Boeing 787 Dreamliner
Source: Boeing
Adrienne Tong/WSJ
The plane’s rudder at the rear of the plane doesn’t appear to be deflected, as might be expected with the loss of a single engine, aviation-safety experts said, nor did the airplane appear to yaw, or twist, to either side.
“If there was a loss of thrust, it seems it would be in both engines, not just one,” said Jeff Guzzetti, a former senior accident investigator with the U.S. Federal Aviation Administration and National Transportation Safety Board, who isn’t involved in the crash probe.
“It’s just shocking to me that an airplane as advanced as a 787 can allow this to happen,” he added, noting the plane’s safety systems and sterling record. “There’s so many procedures to ensure that everything is in working order before you add power for takeoff, that it’s a real mystery to me to try to explain what happened.”
The NTSB said Thursday it would lead a team of U.S. investigators traveling to India to assist a probe led by the country’s Aircraft Accident Investigation Bureau.
Gujarat is the home state of Prime Minister Narendra Modi and some of India’s most prominent business moguls and is one of the country’s most developed states. A large proportion of the Indian diaspora comes from the western state.
Modi said his government was offering assistance to authorities in Ahmedabad.
“It is heartbreaking beyond words. In this sad hour, my thoughts are with everyone affected by it,” Modi wrote in a post on X.
Air India was for decades the country’s state-run national carrier until Tata Sons, an Indian conglomerate, bought it in 2022. The Indian government had been trying for years to unload the money-losing venture. Tata has worked to modernize the airline’s fleet and improve its safety record in recent years, placing orders for over 500 new aircraft from Boeing and Airbus and upgrading its cabins and premium seats.

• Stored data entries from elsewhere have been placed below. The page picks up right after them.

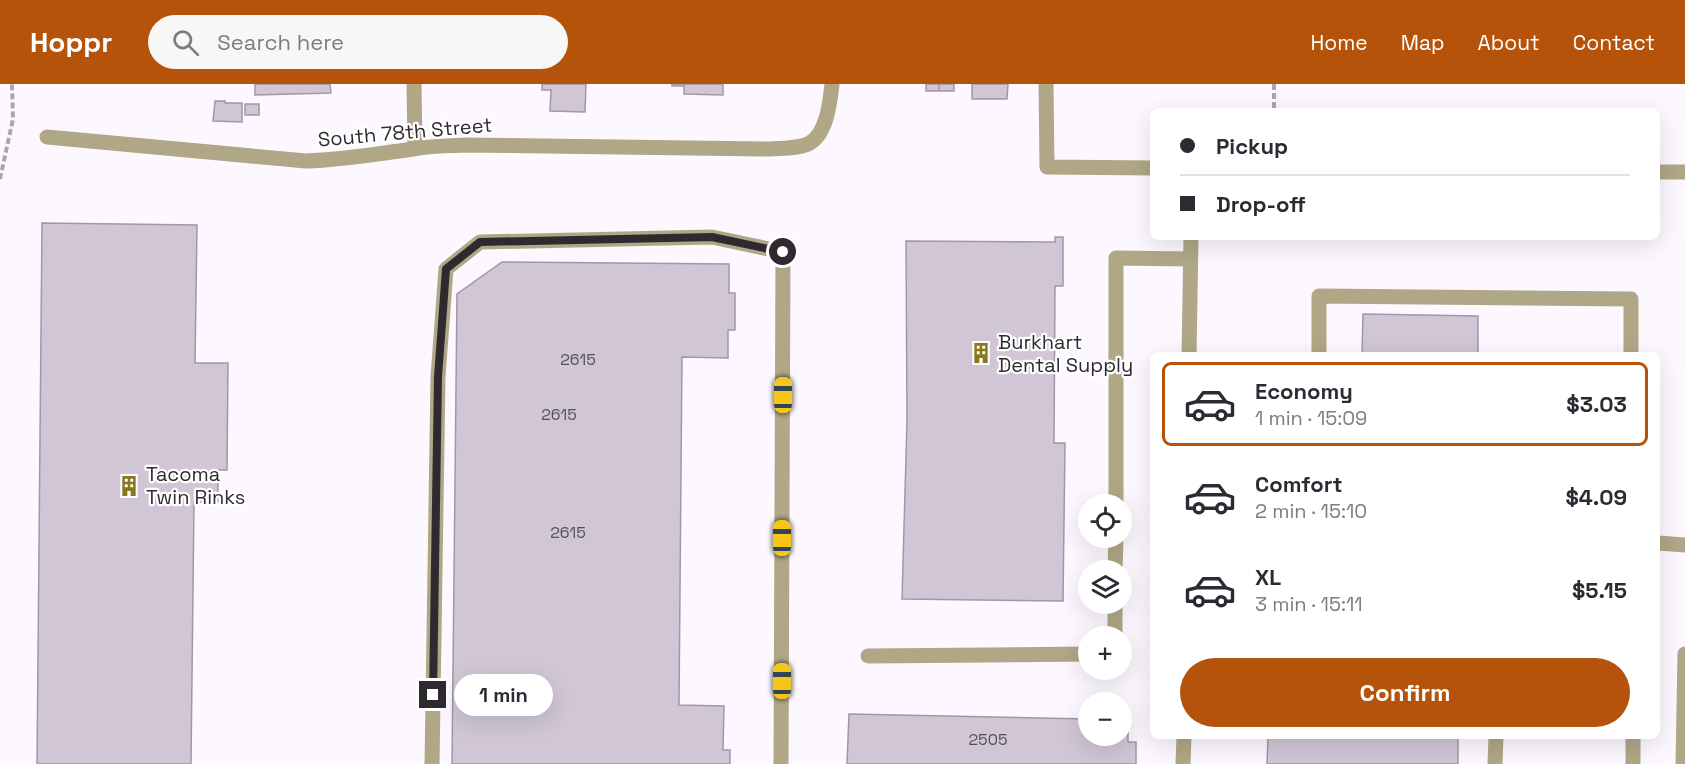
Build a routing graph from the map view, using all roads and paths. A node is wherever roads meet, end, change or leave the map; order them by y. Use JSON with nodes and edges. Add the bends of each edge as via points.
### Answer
{"nodes":[{"id":1,"x":12,"y":84,"type":"edge"},
{"id":2,"x":414,"y":84,"type":"edge"},
{"id":3,"x":832,"y":84,"type":"edge"},
{"id":4,"x":1046,"y":84,"type":"edge"},
{"id":5,"x":1274,"y":84,"type":"edge"},
{"id":6,"x":1274,"y":108,"type":"edge"},
{"id":7,"x":47,"y":137,"type":"dead end"},
{"id":8,"x":415,"y":148,"type":"junction"},
{"id":9,"x":1150,"y":168,"type":"edge"},
{"id":10,"x":1660,"y":172,"type":"edge"},
{"id":11,"x":1685,"y":172,"type":"edge"},
{"id":12,"x":0,"y":178,"type":"edge"},
{"id":13,"x":1191,"y":240,"type":"edge"},
{"id":14,"x":1190,"y":259,"type":"junction"},
{"id":15,"x":1189,"y":352,"type":"edge"},
{"id":16,"x":1319,"y":352,"type":"edge"},
{"id":17,"x":1631,"y":352,"type":"edge"},
{"id":18,"x":1116,"y":494,"type":"edge"},
{"id":19,"x":1660,"y":543,"type":"edge"},
{"id":20,"x":1685,"y":545,"type":"edge"},
{"id":21,"x":1078,"y":654,"type":"edge"},
{"id":22,"x":1685,"y":654,"type":"edge"},
{"id":23,"x":868,"y":656,"type":"dead end"},
{"id":24,"x":1684,"y":729,"type":"edge"},
{"id":25,"x":1184,"y":739,"type":"edge"},
{"id":26,"x":1496,"y":739,"type":"edge"},
{"id":27,"x":1633,"y":739,"type":"edge"},
{"id":28,"x":432,"y":763,"type":"edge"},
{"id":29,"x":781,"y":764,"type":"edge"},
{"id":30,"x":1183,"y":764,"type":"edge"},
{"id":31,"x":1496,"y":764,"type":"edge"},
{"id":32,"x":1633,"y":764,"type":"edge"},
{"id":33,"x":1683,"y":764,"type":"edge"}],
"edges":[{"from":1,"to":12,"type":"path","via":[[13,119]]},
{"from":2,"to":8,"type":"street"},
{"from":3,"to":8,"type":"street","name":"South 78th Street","via":[[818,134],[807,144],[793,148]]},
{"from":4,"to":9,"type":"street","via":[[1047,167]]},
{"from":5,"to":6,"type":"path"},
{"from":7,"to":8,"type":"street","name":"South 78th Street","via":[[306,161],[378,156]]},
{"from":10,"to":11,"type":"street"},
{"from":13,"to":14,"type":"street"},
{"from":14,"to":15,"type":"street"},
{"from":14,"to":18,"type":"street","via":[[1116,258]]},
{"from":16,"to":17,"type":"street","via":[[1319,296],[1630,299]]},
{"from":19,"to":20,"type":"street"},
{"from":21,"to":23,"type":"street"},
{"from":22,"to":24,"type":"street"},
{"from":24,"to":33,"type":"street"},
{"from":25,"to":30,"type":"street"},
{"from":26,"to":31,"type":"street"},
{"from":27,"to":32,"type":"street"},
{"from":28,"to":29,"type":"street","via":[[438,377],[446,269],[480,242],[712,237],[783,252]]}]}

Before Thursday, the most recent crash involving the airline was in 2020, when a passenger plane from its budget arm Air India Express skidded off the runway and fell into a valley in the southern state of Kerala, killing at least 18 people.
The Dreamliner is one of Boeing’s bestselling aircraft, with the company so far delivering close to 1,200 of the jets to customers.
Still, the 787 has faced a number of production setbacks. It suffered from early supply-chain issues and then battery fires that led air-safety regulators to ground the 787 fleet for a few months in 2013. Boeing also had to pause deliveries of the aircraft for much of two years because of quality-control problems. More recently, Boeing said the plane’s manufacturing operations had improved.
Gatwick airport on Thursday afternoon had set up an area behind a police cordon on site for relatives of victims, where they were invited to stay to receive more information.
U.K. Prime Minister Keir Starmer said he was monitoring the situation in Gujarat and offered his condolences to the families affected.
“The scenes emerging of a London-bound plane carrying many British nationals crashing in the Indian city of Ahmedabad are devastating,” he said.